■ **PROBLEM TO SOLVE**
From the entries below, gather every line containing the string "JERSEY".

[Saved entries]
+++++
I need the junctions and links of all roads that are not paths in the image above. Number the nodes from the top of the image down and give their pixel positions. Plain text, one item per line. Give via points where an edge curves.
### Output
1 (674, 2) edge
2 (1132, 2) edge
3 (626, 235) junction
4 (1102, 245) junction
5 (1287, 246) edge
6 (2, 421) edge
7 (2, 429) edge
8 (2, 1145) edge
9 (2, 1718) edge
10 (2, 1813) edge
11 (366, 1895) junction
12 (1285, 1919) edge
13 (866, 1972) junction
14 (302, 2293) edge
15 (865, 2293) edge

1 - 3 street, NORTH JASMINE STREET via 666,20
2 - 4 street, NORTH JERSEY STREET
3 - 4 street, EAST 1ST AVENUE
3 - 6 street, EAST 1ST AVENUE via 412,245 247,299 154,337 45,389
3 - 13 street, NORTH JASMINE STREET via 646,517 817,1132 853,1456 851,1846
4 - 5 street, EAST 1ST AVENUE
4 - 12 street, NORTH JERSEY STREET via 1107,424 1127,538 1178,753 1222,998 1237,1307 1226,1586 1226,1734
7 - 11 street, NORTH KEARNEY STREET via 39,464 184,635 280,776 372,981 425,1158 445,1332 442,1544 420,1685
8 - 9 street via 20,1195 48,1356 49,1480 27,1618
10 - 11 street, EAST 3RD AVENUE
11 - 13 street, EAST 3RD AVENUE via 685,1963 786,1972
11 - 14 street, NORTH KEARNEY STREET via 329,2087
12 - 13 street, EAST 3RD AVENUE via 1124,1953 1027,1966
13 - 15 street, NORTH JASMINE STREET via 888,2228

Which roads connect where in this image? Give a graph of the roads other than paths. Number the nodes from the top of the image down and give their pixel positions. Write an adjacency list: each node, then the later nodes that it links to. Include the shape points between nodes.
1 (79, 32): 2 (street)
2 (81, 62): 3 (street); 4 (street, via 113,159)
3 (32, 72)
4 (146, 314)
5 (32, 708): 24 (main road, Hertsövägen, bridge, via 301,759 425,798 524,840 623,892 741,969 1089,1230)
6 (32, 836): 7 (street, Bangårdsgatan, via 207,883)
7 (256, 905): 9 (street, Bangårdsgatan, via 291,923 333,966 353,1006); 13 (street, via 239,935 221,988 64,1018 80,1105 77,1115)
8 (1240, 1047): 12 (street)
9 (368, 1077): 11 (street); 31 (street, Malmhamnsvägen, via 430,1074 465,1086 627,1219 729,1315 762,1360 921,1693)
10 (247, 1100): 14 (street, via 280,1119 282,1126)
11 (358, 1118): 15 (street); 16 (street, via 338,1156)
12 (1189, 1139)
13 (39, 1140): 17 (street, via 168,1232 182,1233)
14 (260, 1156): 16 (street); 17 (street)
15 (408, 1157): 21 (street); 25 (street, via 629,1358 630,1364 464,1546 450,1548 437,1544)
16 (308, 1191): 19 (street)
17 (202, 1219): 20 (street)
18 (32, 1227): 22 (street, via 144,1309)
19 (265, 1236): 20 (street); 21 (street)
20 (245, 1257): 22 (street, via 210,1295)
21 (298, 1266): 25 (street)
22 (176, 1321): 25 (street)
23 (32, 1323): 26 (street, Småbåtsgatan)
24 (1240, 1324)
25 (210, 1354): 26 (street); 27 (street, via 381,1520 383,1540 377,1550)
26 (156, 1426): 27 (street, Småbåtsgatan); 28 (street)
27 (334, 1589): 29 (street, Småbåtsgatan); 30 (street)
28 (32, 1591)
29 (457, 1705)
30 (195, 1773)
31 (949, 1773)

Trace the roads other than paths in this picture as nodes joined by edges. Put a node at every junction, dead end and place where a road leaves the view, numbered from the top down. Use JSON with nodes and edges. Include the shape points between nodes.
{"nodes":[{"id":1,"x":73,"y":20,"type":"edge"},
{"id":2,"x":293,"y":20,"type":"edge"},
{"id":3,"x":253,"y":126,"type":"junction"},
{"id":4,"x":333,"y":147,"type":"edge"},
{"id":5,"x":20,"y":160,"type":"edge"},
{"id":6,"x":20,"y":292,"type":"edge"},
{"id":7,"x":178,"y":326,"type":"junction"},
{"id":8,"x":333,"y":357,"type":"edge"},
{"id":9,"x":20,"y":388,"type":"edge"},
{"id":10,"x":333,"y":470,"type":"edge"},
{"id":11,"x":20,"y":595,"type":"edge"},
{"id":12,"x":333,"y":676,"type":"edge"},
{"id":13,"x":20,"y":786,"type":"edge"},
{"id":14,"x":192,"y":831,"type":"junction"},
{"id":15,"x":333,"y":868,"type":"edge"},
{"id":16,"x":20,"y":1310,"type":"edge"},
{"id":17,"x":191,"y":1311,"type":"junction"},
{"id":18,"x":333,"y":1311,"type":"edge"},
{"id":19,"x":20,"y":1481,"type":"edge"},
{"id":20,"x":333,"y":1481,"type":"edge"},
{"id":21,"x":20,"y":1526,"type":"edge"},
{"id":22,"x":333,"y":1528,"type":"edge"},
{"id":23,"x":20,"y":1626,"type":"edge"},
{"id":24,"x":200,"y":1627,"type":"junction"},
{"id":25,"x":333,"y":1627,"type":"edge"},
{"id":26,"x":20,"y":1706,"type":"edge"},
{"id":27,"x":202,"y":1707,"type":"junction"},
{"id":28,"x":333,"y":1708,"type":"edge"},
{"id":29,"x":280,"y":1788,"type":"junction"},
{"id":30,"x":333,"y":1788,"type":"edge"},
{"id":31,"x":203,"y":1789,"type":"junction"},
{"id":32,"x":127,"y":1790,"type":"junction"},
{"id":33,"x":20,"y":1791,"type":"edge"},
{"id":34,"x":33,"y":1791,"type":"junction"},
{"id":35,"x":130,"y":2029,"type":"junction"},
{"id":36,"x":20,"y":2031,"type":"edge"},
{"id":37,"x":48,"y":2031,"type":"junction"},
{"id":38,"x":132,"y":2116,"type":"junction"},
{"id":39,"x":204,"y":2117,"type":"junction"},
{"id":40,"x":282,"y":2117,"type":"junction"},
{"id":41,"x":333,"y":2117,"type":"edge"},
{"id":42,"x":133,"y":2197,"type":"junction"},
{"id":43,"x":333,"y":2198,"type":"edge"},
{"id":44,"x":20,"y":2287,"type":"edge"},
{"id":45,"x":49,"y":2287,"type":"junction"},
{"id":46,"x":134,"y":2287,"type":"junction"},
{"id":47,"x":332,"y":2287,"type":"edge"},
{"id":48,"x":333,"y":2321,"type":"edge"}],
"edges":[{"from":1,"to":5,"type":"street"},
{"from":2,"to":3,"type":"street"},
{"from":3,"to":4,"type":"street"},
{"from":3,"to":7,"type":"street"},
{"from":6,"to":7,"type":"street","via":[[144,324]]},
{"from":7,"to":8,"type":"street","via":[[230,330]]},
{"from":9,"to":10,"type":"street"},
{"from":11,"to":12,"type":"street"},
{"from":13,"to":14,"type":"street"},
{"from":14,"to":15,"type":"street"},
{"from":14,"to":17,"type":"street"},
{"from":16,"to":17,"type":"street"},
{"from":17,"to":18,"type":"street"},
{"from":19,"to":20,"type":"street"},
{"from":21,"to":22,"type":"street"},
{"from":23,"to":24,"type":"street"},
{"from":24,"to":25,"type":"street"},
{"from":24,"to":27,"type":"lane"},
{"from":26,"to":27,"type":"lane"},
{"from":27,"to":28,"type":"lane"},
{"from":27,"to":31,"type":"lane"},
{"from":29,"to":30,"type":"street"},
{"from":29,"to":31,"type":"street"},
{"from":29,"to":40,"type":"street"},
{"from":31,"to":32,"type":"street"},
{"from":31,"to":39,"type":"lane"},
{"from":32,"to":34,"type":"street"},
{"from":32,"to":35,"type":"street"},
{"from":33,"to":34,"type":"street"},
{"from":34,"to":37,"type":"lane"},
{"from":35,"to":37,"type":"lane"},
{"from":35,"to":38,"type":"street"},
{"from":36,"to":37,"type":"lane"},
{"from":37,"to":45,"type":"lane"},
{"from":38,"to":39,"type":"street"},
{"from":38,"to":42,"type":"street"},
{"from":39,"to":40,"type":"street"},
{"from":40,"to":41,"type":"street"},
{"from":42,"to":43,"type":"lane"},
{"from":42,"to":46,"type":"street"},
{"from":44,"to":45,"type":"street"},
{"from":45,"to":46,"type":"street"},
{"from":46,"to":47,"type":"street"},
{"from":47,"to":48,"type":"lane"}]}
+++++
■ **ANSWER TO THE EXERCISE**
2 - 4 street, NORTH JERSEY STREET
4 - 12 street, NORTH JERSEY STREET via 1107,424 1127,538 1178,753 1222,998 1237,1307 1226,1586 1226,1734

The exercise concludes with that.